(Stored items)
▽

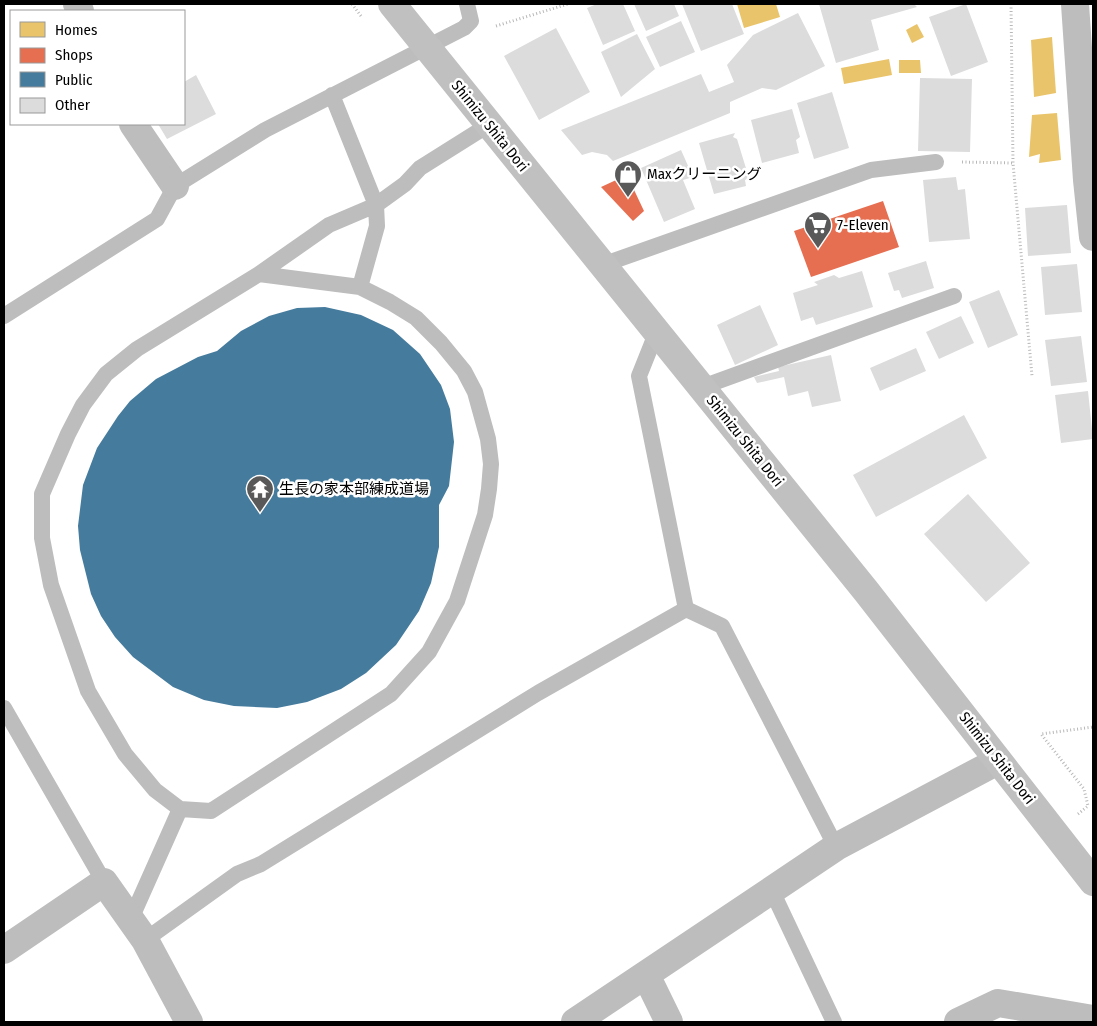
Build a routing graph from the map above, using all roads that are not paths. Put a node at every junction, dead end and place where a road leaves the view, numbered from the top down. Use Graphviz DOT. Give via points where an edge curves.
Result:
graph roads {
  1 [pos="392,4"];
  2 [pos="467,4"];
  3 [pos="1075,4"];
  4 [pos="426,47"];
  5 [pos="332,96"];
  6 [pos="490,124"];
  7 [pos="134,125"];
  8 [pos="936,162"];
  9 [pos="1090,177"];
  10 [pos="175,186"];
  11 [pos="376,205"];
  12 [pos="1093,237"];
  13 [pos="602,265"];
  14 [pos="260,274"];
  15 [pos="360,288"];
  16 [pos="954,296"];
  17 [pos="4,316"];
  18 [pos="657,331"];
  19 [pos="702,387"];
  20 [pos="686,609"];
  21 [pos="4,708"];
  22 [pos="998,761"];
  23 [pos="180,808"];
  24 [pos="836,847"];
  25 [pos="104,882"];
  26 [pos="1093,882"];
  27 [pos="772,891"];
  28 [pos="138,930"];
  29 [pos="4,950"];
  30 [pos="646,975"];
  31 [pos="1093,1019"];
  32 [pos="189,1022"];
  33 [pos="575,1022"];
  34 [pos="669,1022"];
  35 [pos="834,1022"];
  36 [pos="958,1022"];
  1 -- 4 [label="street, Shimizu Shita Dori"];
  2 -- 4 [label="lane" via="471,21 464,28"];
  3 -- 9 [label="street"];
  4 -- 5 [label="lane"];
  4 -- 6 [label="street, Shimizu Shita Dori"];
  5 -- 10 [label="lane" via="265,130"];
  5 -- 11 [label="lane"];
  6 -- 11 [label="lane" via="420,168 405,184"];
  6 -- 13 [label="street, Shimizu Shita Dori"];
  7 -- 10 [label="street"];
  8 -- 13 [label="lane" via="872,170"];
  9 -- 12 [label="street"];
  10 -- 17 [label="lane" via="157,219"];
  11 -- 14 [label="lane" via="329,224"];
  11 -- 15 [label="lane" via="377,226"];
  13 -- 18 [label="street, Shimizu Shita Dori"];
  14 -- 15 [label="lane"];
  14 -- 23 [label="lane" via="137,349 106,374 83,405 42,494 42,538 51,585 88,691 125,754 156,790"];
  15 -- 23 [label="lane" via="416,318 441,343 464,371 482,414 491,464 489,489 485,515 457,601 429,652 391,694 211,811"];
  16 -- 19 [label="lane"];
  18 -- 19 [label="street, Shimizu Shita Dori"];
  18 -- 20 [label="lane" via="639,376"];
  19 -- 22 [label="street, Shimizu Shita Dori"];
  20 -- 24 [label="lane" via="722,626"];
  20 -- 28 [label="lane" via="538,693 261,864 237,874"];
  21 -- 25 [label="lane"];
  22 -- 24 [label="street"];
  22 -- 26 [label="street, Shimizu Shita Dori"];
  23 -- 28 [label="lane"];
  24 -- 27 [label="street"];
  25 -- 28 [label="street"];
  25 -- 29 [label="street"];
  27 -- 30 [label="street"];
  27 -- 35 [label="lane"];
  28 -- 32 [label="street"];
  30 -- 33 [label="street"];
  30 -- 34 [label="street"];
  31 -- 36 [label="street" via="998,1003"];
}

△

A bare number is all that is asked for: the count of lines above that include "Dori".

7